We see many people try to avoid securities laws by saying they are doing “joint ventures” when, in reality, they are selling securities. Selling interests in a Manager-managed LLC with members contributing capital and a few key people managing the company would constitute the sale of “Investment Contracts,” which are securities. Selling interests in a Limited Partnership with the limited partners contributing capital and the general partner managing the company would also constitute the sale of Investment Contracts.
One way to avoid selling Investment Contracts is with a Member-managed LLC or General Partnership structure in which “all members are responsible for actively generating their own profit,” and all are responsible for management of the company, which could include opening and closing bank accounts, contractually binding the company, etc.

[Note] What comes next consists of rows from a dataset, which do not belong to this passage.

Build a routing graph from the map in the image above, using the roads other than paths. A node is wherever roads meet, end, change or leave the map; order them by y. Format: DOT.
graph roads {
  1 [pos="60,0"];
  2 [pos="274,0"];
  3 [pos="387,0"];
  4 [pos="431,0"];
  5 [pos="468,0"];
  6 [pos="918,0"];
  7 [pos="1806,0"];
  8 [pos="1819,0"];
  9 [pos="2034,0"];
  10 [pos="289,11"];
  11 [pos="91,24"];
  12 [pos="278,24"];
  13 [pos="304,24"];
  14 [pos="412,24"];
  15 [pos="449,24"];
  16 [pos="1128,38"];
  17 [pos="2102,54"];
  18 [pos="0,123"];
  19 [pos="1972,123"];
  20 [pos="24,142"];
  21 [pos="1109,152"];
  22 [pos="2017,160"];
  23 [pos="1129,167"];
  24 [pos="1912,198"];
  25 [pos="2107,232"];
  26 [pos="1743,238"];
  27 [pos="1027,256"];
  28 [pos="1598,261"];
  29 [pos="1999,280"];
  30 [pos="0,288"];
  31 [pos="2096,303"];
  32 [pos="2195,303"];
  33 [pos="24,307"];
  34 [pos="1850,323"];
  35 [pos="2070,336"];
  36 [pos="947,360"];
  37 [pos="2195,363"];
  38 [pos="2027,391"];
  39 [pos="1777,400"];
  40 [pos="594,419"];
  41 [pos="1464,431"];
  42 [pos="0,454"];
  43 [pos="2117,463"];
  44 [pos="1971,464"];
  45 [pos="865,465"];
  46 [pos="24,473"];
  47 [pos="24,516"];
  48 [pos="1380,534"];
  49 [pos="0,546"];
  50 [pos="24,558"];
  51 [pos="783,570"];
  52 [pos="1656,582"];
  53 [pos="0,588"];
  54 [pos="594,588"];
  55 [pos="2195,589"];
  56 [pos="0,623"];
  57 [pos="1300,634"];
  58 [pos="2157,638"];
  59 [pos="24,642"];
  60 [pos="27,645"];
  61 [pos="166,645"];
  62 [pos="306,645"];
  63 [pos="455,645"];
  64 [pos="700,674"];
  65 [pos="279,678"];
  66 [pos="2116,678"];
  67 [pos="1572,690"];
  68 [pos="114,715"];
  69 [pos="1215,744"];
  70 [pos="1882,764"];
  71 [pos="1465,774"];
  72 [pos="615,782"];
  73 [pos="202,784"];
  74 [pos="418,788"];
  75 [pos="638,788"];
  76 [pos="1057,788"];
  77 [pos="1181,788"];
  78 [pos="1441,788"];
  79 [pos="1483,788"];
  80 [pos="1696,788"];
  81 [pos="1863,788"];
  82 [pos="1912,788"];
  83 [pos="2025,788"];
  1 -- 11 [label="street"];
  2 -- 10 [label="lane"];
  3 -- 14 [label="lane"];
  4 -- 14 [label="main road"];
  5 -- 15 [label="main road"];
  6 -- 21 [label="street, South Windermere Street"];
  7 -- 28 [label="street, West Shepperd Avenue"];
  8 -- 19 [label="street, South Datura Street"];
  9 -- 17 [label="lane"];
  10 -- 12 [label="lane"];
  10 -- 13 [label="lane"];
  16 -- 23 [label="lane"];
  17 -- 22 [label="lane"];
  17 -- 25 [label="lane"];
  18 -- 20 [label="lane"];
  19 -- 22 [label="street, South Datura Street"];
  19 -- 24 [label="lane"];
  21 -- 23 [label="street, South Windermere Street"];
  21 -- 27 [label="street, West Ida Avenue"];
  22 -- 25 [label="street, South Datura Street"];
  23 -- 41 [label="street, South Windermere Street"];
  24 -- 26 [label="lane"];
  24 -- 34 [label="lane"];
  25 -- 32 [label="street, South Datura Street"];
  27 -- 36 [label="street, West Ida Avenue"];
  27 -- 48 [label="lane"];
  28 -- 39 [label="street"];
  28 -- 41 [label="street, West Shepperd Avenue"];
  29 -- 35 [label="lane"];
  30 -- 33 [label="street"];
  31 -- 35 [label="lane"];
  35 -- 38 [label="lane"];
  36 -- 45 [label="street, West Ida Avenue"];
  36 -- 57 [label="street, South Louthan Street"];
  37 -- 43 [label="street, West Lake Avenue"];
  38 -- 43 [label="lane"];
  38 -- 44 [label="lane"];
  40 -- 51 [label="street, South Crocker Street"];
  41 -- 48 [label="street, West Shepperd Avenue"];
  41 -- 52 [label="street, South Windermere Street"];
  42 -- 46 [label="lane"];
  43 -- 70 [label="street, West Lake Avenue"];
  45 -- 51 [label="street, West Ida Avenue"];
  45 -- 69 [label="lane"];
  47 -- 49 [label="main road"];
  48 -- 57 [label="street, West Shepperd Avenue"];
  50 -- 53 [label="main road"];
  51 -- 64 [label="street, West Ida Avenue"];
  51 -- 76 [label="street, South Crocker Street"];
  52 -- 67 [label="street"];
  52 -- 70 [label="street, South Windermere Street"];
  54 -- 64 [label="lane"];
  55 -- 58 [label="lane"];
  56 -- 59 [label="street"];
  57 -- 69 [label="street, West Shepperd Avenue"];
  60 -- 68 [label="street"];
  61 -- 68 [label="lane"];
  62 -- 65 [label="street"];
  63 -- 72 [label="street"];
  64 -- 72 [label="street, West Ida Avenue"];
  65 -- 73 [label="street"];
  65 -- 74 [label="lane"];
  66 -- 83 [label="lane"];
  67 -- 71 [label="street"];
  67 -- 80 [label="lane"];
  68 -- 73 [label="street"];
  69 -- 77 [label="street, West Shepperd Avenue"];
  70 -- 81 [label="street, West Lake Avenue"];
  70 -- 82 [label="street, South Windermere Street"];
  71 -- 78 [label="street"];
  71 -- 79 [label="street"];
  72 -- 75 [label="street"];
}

A Member-managed LLC might be feasible with 3-4 members who know each other very well and have identical objectives, but when larger groups are involved, it rarely happens. What actually happens is that a few members actively manage the deal while the rest are not actively involved in management. In that case, it doesn’t matter if the company is Member-managed, because certain members will attest that they didn’t participate in management and therefore will likely be deemed passive investors. If the deal is ever scrutinized by a securities regulator (or one of the investors’ attorneys), it will likely be deemed to have been the sale of securities without following an exemption (which requires proper disclosures and SEC/state securities notice filings).
In our experience any more than 5 people in a Member-managed LLC is a recipe for disaster as they can’t agree on how things will be done (too many cooks spoil the supper…), so it creates dissension, stress, and in the worst cases, litigation.